Egypt prosecutor to investigate Muslim Brotherhood for Sisi leaks, slander
Egypt's general prosecution launched on Saturday an investigation into a complaint that the pro-Muslim Brotherhood Rasd news outlet fabricated recent audio and video leaks in an attempt to slander military leaders and undermine Egypt's army and police.
The Rasd news website published on Thursday what it alleges to be the recording of a recent interview between Egyptian army chief Abdel Fattah El Sisi and Yasser Rizk, editor-in-chief of the Egyptian daily Al Masry Al Youm.
In the leaked recording, which Rasd claims captures dialogue outside the official interview published by the paper last week, El Sisi reveals an intent to safeguard his position as defence minister in the future.
"You should lead a campaign with other intellectuals asking that the constitution include an article giving immunity to Lieutenant-General El Sisi's position as defence minister and allowing him to keep that position even if he doesn't enter the presidency," a voice, allegedly belonging to El Sisi, said to Rizk, according to the leak.
The leak controversy comes at a time of heightened speculation of a possible presidential run for El Sisi in the next elections.
During the official interview published by Al Masry Al Youm, El Sisi responded to questions of his intent to run for president by saying that the time "wasn't suitable" for such a question and that "God's will shall prevail."
The complaint submitted to the prosecution charges that the "fabricated recordings" intend to slander the army's leadership and to incite national strife and division, according to the Reuters-affiliated website Aswat Masriya.
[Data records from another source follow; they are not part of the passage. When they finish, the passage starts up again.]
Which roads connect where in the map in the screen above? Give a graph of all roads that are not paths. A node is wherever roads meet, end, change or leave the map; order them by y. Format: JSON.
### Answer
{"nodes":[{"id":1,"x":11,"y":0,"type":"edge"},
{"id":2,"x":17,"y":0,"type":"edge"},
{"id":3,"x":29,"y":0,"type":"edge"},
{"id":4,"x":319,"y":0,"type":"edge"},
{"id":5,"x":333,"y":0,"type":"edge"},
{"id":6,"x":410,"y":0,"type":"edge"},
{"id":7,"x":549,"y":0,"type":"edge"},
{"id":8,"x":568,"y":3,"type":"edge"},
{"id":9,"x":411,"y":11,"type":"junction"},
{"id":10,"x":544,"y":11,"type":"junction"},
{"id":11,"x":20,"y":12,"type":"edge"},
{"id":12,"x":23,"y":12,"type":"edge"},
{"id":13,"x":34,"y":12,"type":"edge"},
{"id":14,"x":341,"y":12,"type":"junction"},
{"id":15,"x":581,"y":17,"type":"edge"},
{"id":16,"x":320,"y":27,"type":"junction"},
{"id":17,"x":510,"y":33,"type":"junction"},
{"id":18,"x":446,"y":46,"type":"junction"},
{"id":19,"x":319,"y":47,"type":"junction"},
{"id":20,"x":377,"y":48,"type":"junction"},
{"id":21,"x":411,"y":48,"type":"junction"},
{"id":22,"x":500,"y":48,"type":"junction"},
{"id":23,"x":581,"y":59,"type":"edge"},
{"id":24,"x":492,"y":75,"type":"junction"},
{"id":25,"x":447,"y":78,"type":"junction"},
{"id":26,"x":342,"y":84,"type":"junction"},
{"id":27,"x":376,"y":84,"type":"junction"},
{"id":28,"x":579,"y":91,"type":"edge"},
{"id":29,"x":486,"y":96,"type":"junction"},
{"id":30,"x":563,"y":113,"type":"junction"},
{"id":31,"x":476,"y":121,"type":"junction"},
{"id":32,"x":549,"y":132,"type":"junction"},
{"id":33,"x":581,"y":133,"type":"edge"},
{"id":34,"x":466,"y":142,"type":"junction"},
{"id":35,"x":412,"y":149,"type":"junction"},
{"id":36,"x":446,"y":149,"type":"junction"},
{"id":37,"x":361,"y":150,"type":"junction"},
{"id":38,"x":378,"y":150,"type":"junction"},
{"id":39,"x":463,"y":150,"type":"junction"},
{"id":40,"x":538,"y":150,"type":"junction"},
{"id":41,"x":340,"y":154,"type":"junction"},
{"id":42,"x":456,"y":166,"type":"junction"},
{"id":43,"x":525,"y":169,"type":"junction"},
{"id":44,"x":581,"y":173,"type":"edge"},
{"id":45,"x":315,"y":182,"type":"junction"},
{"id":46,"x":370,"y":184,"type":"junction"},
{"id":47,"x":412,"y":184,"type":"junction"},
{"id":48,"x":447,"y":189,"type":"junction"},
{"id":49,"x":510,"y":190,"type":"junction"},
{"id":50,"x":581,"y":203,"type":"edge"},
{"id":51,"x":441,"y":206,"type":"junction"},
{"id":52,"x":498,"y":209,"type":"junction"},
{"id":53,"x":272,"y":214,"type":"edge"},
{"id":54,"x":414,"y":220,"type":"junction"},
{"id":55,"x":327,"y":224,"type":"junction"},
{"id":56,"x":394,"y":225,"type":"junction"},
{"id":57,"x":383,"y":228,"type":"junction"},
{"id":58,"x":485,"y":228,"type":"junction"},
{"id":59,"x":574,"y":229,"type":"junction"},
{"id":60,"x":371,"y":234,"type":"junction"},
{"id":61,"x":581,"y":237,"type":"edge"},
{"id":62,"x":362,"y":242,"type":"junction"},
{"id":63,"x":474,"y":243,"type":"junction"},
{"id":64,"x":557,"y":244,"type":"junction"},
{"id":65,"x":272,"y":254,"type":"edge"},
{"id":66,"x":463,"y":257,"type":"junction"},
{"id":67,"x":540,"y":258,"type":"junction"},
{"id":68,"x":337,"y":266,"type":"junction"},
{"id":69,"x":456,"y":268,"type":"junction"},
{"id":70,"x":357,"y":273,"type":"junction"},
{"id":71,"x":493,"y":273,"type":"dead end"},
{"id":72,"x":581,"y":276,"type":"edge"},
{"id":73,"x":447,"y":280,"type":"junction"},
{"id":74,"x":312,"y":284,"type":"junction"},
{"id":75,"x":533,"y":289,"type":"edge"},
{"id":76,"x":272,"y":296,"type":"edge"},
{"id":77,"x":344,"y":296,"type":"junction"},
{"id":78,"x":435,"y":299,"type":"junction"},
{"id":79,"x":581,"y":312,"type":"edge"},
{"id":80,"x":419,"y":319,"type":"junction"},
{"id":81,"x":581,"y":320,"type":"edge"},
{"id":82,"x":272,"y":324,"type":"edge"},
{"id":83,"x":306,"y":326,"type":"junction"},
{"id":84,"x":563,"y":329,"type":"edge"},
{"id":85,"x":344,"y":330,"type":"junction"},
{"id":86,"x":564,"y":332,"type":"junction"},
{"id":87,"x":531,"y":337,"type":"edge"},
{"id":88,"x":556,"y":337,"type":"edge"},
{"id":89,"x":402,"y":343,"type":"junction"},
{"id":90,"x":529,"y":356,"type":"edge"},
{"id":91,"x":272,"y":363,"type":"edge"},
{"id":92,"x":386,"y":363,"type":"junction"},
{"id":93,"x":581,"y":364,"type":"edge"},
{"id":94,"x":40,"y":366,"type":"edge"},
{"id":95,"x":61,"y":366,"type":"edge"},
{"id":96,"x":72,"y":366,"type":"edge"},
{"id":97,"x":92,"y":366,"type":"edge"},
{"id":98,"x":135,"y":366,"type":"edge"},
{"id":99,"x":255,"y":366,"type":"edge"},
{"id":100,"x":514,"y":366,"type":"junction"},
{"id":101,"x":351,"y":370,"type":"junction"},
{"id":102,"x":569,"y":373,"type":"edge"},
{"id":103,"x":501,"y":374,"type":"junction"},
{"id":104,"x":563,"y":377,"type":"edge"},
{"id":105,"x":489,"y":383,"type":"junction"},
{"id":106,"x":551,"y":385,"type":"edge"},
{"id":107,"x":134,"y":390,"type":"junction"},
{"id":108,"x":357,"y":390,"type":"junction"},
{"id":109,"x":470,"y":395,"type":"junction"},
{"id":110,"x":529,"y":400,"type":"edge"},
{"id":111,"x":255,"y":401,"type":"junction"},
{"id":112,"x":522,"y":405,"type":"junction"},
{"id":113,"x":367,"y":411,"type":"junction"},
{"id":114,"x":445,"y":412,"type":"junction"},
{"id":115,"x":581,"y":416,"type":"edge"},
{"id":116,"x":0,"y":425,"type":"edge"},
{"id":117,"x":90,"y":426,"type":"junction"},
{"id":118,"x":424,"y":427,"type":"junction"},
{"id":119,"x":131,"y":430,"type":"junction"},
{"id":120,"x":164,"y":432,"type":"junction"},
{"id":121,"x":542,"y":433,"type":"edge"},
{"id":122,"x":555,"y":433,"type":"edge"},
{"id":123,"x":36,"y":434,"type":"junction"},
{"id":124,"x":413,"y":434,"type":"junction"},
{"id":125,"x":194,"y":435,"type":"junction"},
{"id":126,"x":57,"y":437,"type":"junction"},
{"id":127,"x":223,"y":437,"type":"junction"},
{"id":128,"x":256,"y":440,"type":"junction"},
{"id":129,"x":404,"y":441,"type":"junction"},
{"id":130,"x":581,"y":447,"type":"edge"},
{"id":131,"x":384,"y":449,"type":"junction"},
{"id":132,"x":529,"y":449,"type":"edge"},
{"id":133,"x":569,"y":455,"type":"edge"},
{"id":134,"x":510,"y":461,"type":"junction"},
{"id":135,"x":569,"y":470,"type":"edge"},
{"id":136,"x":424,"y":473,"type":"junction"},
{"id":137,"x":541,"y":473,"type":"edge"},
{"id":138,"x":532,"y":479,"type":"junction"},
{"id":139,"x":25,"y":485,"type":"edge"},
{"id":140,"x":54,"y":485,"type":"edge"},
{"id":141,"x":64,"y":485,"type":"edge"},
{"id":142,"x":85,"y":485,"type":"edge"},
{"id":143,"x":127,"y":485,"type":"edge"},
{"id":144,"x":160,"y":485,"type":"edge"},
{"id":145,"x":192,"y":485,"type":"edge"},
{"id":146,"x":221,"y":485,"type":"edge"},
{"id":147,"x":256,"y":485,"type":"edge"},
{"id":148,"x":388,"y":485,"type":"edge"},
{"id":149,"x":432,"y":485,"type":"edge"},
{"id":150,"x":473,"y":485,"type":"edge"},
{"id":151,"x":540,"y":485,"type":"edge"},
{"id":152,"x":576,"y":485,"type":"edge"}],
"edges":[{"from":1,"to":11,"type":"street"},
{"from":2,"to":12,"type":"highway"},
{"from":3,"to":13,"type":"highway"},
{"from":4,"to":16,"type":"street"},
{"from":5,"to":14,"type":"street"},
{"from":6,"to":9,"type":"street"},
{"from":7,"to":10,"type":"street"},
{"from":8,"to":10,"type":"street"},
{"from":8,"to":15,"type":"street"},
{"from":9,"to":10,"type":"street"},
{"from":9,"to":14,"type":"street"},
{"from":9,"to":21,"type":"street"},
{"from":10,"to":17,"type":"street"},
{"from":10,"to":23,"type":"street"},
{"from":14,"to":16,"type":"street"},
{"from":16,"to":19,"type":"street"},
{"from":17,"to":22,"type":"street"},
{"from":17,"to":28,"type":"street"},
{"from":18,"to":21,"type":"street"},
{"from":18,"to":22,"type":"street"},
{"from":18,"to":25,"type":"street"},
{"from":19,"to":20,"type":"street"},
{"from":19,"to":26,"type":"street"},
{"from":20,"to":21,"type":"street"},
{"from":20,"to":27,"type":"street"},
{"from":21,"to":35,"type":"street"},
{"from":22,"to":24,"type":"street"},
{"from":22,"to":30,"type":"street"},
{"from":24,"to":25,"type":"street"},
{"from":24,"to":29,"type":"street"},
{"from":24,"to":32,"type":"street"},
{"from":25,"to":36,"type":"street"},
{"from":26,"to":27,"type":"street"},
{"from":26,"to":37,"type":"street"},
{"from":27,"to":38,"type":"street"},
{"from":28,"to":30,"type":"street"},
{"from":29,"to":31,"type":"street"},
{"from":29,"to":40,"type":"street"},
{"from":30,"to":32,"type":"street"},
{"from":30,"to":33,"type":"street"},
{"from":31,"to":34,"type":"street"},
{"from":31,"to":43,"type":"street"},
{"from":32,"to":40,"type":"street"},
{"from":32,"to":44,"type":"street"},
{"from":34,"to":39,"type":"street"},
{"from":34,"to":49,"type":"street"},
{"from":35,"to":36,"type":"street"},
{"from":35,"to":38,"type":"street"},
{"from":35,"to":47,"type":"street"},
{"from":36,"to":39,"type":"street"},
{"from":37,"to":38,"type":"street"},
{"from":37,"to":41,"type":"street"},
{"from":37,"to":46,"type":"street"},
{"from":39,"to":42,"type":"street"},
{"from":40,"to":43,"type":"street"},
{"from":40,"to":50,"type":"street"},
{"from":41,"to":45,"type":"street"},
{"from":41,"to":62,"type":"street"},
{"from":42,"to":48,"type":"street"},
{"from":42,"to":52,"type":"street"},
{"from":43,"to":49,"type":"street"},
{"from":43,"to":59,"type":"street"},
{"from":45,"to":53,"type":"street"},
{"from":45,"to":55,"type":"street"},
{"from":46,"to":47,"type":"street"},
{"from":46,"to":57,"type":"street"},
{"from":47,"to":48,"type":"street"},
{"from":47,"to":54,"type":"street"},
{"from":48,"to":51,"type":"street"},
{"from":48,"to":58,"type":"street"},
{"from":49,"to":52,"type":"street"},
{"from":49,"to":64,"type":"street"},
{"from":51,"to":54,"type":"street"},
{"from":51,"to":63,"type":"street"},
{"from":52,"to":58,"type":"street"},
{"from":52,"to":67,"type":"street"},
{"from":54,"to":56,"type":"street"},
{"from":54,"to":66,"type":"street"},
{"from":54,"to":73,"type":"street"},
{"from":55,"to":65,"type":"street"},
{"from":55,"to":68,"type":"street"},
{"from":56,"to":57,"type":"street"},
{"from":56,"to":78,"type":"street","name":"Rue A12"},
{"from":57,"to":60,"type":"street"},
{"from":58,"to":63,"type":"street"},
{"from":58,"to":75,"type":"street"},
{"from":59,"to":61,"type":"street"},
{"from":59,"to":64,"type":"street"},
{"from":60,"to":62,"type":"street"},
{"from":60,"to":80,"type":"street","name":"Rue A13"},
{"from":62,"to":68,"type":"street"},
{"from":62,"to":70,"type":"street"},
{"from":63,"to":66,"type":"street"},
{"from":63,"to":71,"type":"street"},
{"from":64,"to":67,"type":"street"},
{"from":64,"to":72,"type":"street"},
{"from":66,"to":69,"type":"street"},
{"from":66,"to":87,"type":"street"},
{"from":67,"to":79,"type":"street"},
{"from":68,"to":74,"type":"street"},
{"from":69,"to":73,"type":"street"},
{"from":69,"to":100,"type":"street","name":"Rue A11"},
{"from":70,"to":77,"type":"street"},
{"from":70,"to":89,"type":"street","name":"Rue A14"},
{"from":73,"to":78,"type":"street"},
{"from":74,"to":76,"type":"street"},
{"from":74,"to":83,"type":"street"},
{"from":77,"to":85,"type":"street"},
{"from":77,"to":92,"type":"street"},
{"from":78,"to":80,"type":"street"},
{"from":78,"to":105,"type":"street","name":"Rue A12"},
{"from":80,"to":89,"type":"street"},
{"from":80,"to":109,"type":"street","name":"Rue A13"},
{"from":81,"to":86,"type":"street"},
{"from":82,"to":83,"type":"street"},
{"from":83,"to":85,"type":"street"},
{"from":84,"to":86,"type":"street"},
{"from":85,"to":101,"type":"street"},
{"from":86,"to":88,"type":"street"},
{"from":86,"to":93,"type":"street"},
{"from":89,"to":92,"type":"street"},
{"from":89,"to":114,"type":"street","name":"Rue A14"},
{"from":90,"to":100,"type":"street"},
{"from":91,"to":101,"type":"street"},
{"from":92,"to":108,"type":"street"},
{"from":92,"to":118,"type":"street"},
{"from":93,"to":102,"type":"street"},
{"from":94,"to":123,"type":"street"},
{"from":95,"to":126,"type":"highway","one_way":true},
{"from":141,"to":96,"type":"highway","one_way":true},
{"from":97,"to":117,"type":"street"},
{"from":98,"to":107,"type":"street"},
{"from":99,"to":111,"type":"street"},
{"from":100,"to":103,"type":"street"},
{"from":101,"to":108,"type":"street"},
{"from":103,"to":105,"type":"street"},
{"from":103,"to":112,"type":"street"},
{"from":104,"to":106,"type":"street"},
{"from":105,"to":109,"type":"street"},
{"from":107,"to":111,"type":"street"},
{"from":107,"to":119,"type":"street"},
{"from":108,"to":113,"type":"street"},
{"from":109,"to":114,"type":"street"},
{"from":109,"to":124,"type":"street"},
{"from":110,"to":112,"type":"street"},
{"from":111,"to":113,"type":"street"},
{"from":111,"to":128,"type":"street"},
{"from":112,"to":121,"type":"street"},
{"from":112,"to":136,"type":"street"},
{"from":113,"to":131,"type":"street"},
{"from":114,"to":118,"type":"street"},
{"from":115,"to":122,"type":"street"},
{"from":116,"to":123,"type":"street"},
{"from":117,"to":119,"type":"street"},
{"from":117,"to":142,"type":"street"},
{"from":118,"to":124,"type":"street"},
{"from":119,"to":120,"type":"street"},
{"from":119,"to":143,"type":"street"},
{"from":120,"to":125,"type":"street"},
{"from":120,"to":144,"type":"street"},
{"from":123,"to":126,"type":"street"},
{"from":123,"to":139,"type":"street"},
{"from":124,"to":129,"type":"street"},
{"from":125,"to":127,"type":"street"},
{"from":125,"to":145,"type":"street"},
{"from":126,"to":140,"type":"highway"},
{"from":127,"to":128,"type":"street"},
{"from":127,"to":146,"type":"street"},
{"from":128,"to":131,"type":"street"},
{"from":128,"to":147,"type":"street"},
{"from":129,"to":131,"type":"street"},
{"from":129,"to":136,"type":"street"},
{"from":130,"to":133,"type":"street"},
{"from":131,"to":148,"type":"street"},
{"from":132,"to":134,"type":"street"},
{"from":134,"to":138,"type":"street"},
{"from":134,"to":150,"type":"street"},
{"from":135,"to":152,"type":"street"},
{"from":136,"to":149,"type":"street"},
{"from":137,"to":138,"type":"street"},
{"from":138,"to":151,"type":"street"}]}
The complaint accuses Rasd of spreading lies since 3 July, when Islamist president Mohamed Morsi was removed from power by the army following mass protests against his rule.
On Friday, Al Masry Al Youm said it would sue Rasd and demand compensation of over LE50 million ($7 million) for the latter's accusations.
Al Masry Al Youm accused Rasd of stealing and altering the interview recording so as to discredit the paper and destabilise "civil peace."
Rasd issued a statement on Saturday saying it had dealt with the leaks professionally, insisting that Egyptians should be informed of the interview's contents. The statement mocked Al Masry Al Youm for "forgetting" its motto, "It's your right to know."
Rasd called on Al Masry Al Youm to publish the full interview in order to substantiate its accusations of foul play.
Another recording from the Al Masry Al Youm interview released by Rasd allegedly reveals El Sisi accusing the Nasserist former presidential candidate Hamdeen Sabbahi of falsely stating El Sisi would not run for president, when in reality El Sisi had not explicitly told Sabbahi whether or not he would run.